Paul Boddie's Free Software-related blog


Archive for the ‘Git’ Category

Stupid Git

Monday, August 28th, 2017

This kind of thing has happened to me a lot in recent times…

$ git pull
remote: Counting objects: 1367008, done.
remote: Compressing objects: 100% (242709/242709), done.
remote: Total 1367008 (delta 1118135), reused 1330194 (delta 1113455)
Receiving objects: 100% (1367008/1367008), 402.55 MiB | 3.17 MiB/s, done.
Resolving deltas: 100% (1118135/1118135), done.
fatal: missing blob object '715c19c45d9adbf565c28839d6f9d45cdb627b15'
error: git://git.kernel.org/pub/scm/linux/kernel/git/torvalds/linux.git did not send all necessary objects

OK, but now what? At least it hasn’t downloaded gigabytes of data and thrown it all away this time. No, just a few hundred megabytes instead.

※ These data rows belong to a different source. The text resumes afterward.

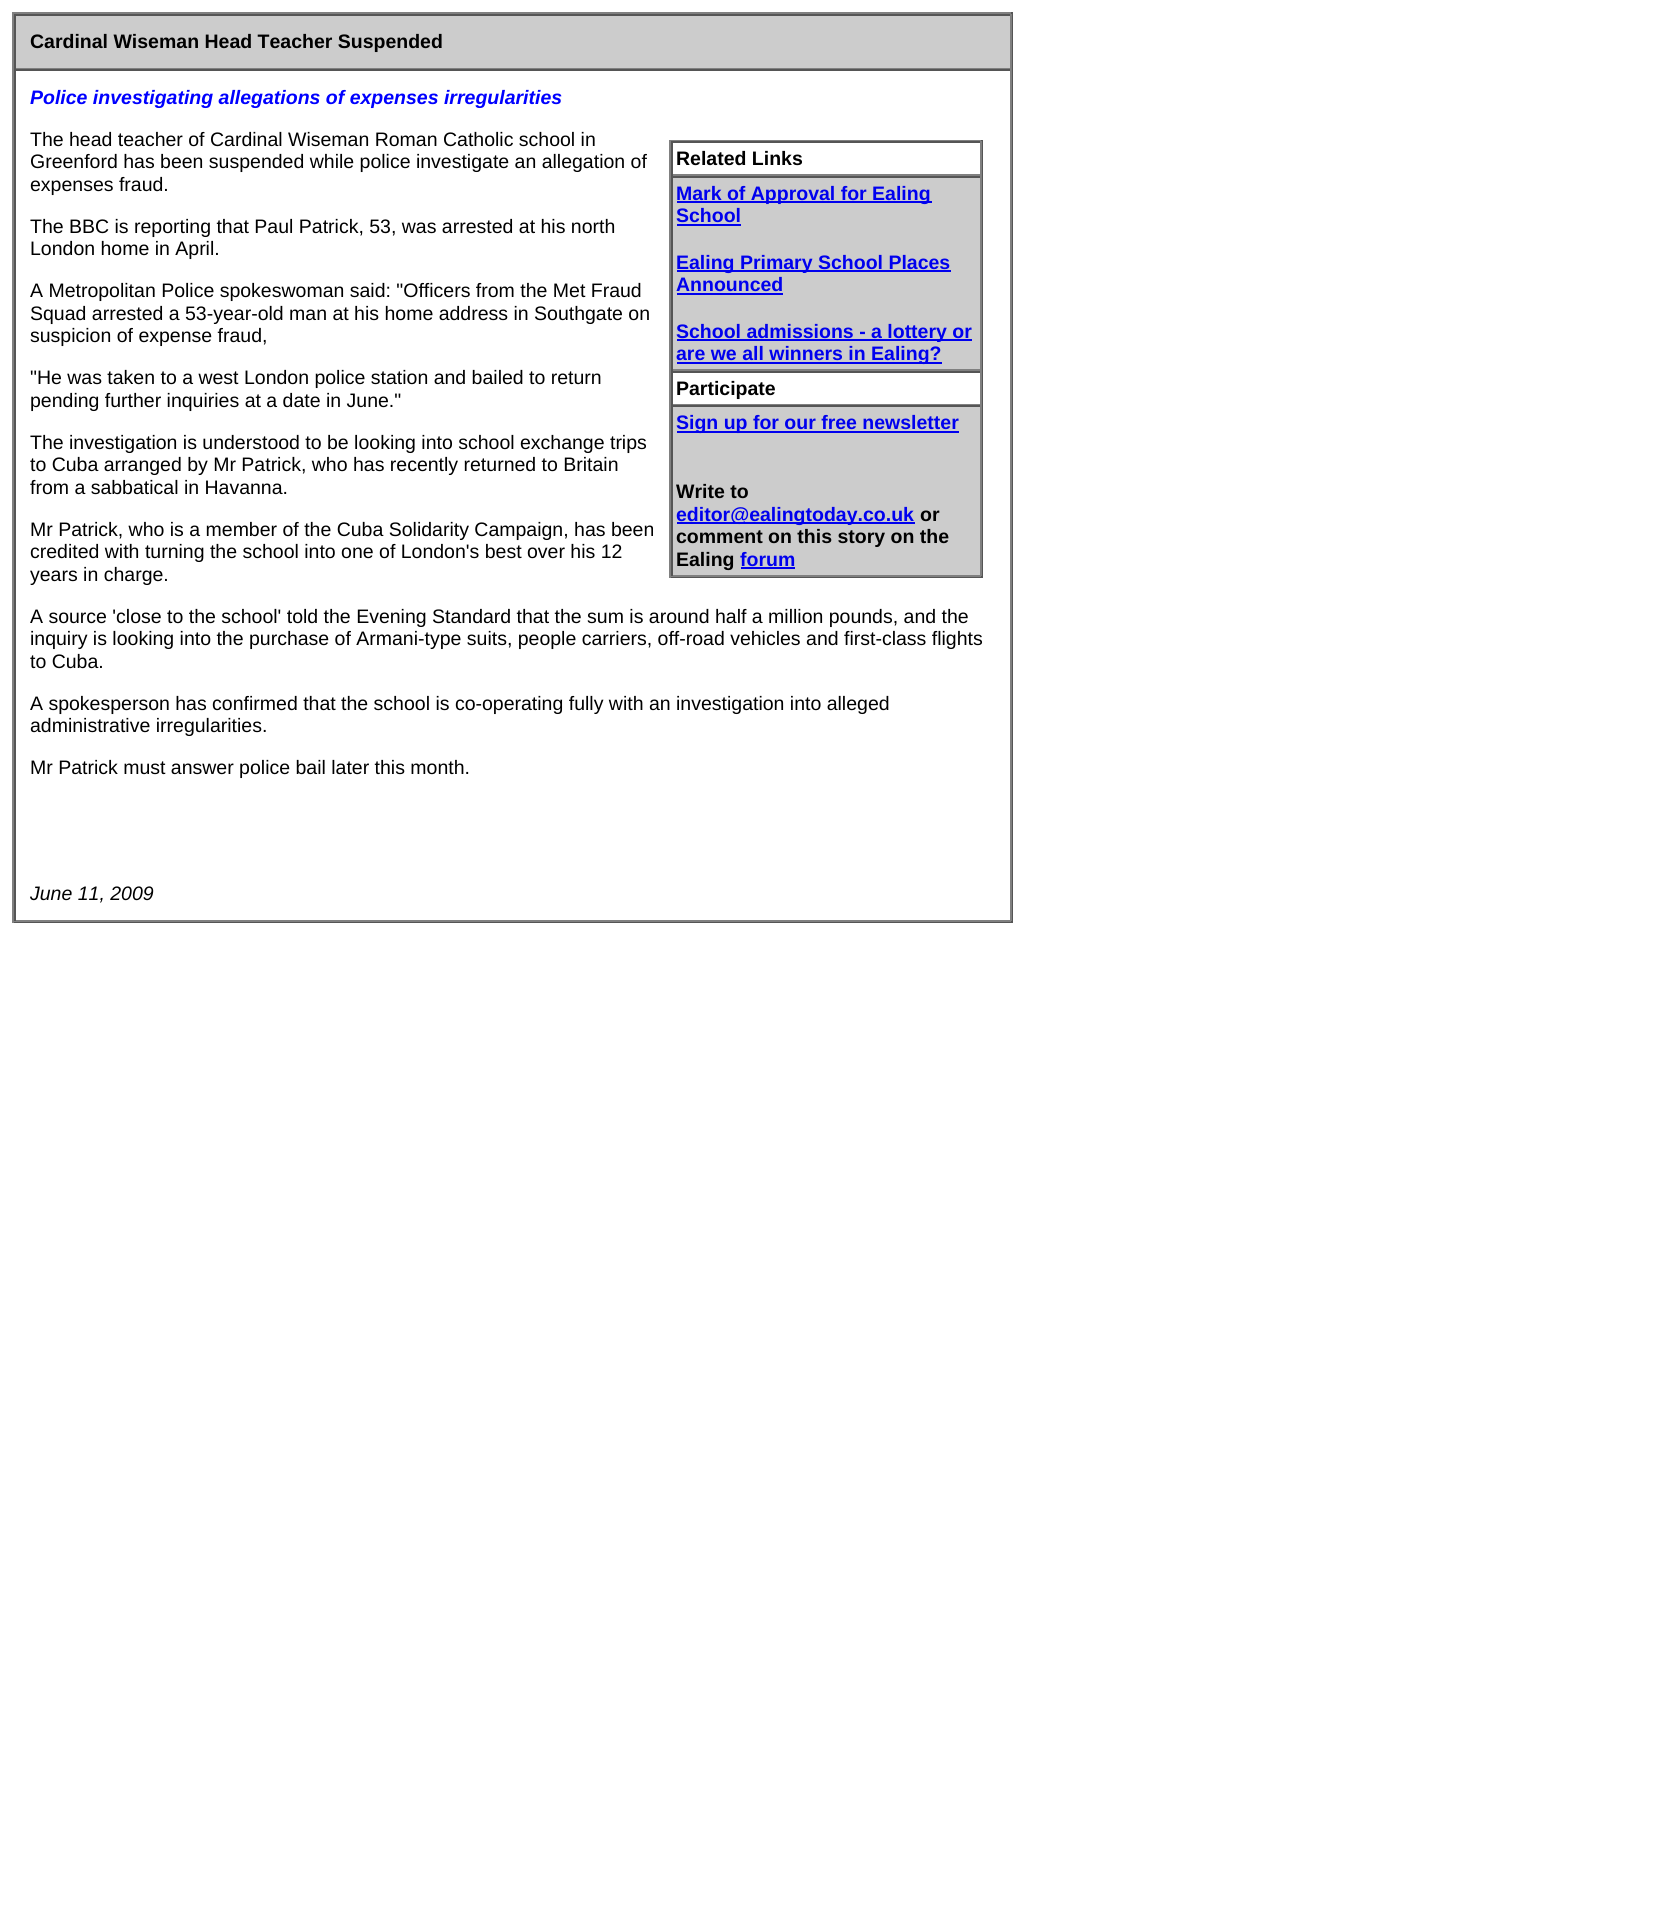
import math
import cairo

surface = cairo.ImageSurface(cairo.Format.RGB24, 1659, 1919)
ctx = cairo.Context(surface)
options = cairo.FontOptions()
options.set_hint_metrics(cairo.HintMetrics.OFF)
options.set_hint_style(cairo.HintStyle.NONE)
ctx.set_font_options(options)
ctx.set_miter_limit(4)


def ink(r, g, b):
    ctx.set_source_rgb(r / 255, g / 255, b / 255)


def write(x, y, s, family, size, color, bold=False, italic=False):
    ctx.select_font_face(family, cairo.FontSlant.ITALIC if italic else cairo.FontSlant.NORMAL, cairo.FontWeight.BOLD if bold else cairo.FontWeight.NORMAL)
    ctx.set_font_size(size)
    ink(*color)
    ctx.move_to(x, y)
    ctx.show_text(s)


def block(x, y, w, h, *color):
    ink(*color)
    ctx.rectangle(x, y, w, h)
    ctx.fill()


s1 = dict(family="Liberation Sans", size=19.5, color=(0, 0, 0), bold=True)
s2 = dict(family="Liberation Sans", size=19.5, color=(0, 0, 255), bold=True, italic=True)
s3 = dict(family="Liberation Sans", size=19.5, color=(0, 0, 0))
s4 = dict(family="Liberation Sans", size=19.5, color=(0, 0, 238), bold=True)
s5 = dict(family="Liberation Sans", size=19.5, color=(0, 0, 0), italic=True)

ink(255, 255, 255)
ctx.paint()
block(12, 12, 1001, 2, 128, 128, 128)
block(1011, 12, 2, 911, 85, 85, 85)
block(12, 921, 1001, 2, 85, 85, 85)
block(12, 12, 2, 911, 128, 128, 128)
block(16, 16, 994, 52, 204, 204, 204)
block(14, 14, 997, 2, 85, 85, 85)
block(1010, 14, 2, 55, 128, 128, 128)
block(14, 68, 997, 1, 128, 128, 128)
block(14, 14, 2, 55, 85, 85, 85)
write(30, 48, "Cardinal Wiseman Head Teacher Suspended", **s1)
block(14, 69, 997, 2, 85, 85, 85)
block(1010, 69, 2, 852, 128, 128, 128)
block(14, 920, 997, 2, 128, 128, 128)
block(14, 69, 2, 852, 85, 85, 85)
write(30, 104, "Police investigating allegations of expenses irregularities", **s2)
write(30, 146, "The head teacher of Cardinal Wiseman Roman Catholic school in", **s3)
write(30, 168, "Greenford has been suspended while police investigate an allegation of", **s3)
write(30, 191, "expenses fraud.", **s3)
block(669, 140, 314, 1, 128, 128, 128)
block(981, 140, 2, 438, 85, 85, 85)
block(669, 576, 314, 2, 85, 85, 85)
block(669, 140, 2, 438, 128, 128, 128)
block(671, 141, 310, 2, 85, 85, 85)
block(980, 141, 2, 35, 128, 128, 128)
block(671, 174, 310, 2, 128, 128, 128)
block(671, 141, 2, 35, 85, 85, 85)
write(676, 165, "Related Links", **s1)
block(673, 178, 307, 191, 204, 204, 204)
block(671, 176, 310, 2, 85, 85, 85)
block(980, 176, 2, 195, 128, 128, 128)
block(671, 369, 310, 2, 128, 128, 128)
block(671, 176, 2, 195, 85, 85, 85)
block(677, 201, 255, 2, 0, 0, 238)
write(676, 200, "Mark of Approval for Ealing", **s4)
write(676, 222, "School", **s4)
block(677, 224, 64, 2, 0, 0, 238)
block(677, 270, 274, 2, 0, 0, 238)
write(676, 269, "Ealing Primary School Places", **s4)
write(676, 291, "Announced", **s4)
block(677, 293, 106, 2, 0, 0, 238)
block(677, 339, 295, 2, 0, 0, 238)
write(676, 338, "School admissions - a lottery or", **s4)
block(677, 362, 265, 2, 0, 0, 238)
write(676, 360, "are we all winners in Ealing?", **s4)
block(671, 371, 310, 2, 85, 85, 85)
block(980, 371, 2, 34, 128, 128, 128)
block(671, 404, 310, 1, 128, 128, 128)
block(671, 371, 2, 34, 85, 85, 85)
write(676, 395, "Participate", **s1)
block(673, 407, 307, 168, 204, 204, 204)
block(671, 405, 310, 2, 85, 85, 85)
block(980, 405, 2, 171, 128, 128, 128)
block(671, 575, 310, 2, 128, 128, 128)
block(671, 405, 2, 171, 85, 85, 85)
block(677, 431, 282, 2, 0, 0, 238)
write(676, 429, "Sign up for our free newsletter", **s4)
write(676, 498, "Write to", **s1)
block(677, 522, 238, 2, 0, 0, 238)
write(676, 521, "editor@ealingtoday.co.uk", **s4)
write(920, 521, "or", **s1)
write(676, 543, "comment on this story on the", **s1)
write(676, 566, "Ealing", **s1)
write(740, 566, "forum", **s4)
block(741, 567, 54, 2, 0, 0, 238)
write(30, 233, "The BBC is reporting that Paul Patrick, 53, was arrested at his north", **s3)
write(30, 255, "London home in April.", **s3)
write(30, 297, "A Metropolitan Police spokeswoman said: \"Officers from the Met Fraud", **s3)
write(30, 320, "Squad arrested a 53-year-old man at his home address in Southgate on", **s3)
write(30, 342, "suspicion of expense fraud,", **s3)
write(30, 384, "\"He was taken to a west London police station and bailed to return", **s3)
write(30, 407, "pending further inquiries at a date in June.\"", **s3)
write(30, 449, "The investigation is understood to be looking into school exchange trips", **s3)
write(30, 471, "to Cuba arranged by Mr Patrick, who has recently returned to Britain", **s3)
write(30, 494, "from a sabbatical in Havanna.", **s3)
write(30, 536, "Mr Patrick, who is a member of the Cuba Solidarity Campaign, has been", **s3)
write(30, 558, "credited with turning the school into one of London's best over his 12", **s3)
write(30, 581, "years in charge.", **s3)
write(30, 623, "A source 'close to the school' told the Evening Standard that the sum is around half a million pounds, and the", **s3)
write(30, 645, "inquiry is looking into the purchase of Armani-type suits, people carriers, off-road vehicles and first-class flights", **s3)
write(30, 668, "to Cuba.", **s3)
write(30, 710, "A spokesperson has confirmed that the school is co-operating fully with an investigation into alleged", **s3)
write(30, 732, "administrative irregularities.", **s3)
write(30, 774, "Mr Patrick must answer police bail later this month.", **s3)
write(30, 900, "June 11, 2009", **s5)
surface.write_to_png("screenshot.png")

Looking around on the Internet, I see various guides that are like having your car engine repeatedly stall at traffic lights and being told to crack open the bonnet/hood and start poking at random components, hoping that the thing will jump back to life. After all, isn’t that supposed to be one of the joys of motoring?

Or to translate the usual kind of response about Git when anyone dares to question its usability: “Do you not understand that you are not merely driving a car but are instead interacting with an extensible automotive platform?” And to think that the idea was just to get from A to B conveniently.

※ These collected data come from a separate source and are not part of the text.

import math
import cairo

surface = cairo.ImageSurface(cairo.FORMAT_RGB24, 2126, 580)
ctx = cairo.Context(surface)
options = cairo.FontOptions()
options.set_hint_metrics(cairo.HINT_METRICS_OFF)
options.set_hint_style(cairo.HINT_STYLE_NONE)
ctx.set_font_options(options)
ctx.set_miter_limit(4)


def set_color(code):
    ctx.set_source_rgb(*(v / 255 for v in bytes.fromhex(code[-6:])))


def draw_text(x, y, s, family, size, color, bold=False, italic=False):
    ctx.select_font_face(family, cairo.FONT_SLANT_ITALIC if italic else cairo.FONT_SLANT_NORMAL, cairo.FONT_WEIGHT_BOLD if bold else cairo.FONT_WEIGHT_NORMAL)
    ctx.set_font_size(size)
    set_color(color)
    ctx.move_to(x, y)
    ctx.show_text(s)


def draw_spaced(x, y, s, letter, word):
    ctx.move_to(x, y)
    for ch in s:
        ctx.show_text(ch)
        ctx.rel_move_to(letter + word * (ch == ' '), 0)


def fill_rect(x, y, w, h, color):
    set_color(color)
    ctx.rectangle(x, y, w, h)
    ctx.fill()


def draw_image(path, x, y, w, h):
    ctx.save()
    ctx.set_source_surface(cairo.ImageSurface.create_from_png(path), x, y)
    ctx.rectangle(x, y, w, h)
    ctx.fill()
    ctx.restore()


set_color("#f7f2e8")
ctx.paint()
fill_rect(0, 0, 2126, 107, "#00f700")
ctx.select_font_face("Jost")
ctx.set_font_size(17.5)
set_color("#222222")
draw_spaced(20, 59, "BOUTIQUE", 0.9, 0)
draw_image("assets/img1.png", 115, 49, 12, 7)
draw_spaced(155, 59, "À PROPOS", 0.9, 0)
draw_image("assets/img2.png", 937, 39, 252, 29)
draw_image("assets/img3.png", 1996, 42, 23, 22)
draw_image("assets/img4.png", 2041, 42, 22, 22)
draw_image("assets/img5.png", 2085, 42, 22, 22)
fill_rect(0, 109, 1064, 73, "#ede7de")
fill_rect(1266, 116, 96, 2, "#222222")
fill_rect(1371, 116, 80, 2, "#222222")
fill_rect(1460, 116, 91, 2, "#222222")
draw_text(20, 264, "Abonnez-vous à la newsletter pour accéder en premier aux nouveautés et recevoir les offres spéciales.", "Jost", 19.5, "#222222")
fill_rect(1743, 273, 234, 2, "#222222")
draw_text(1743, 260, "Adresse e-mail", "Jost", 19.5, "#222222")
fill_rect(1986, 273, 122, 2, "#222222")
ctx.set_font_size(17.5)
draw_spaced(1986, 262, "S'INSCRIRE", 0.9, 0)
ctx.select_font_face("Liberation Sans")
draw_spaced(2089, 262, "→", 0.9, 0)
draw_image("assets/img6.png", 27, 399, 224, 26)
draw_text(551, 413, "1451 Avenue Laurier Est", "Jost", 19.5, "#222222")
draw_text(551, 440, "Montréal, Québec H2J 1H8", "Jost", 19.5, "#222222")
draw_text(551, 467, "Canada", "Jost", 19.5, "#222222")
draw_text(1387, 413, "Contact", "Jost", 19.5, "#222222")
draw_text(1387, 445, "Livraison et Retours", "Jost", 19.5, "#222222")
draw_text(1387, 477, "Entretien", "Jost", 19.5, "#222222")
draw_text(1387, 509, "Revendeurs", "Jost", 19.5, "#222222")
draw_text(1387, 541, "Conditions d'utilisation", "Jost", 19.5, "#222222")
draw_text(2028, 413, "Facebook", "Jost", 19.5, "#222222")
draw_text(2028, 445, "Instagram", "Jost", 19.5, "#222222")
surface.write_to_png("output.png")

I cannot remember a single time when a Mercurial repository failed to update in such a fashion. But I suppose that we will all have to continue to endure the fashionable clamour for projects to move to Git and onto GitHub so that they can become magically popular and suddenly receive a bounty of development attention from the Internet pixies. Because they all love Git, apparently.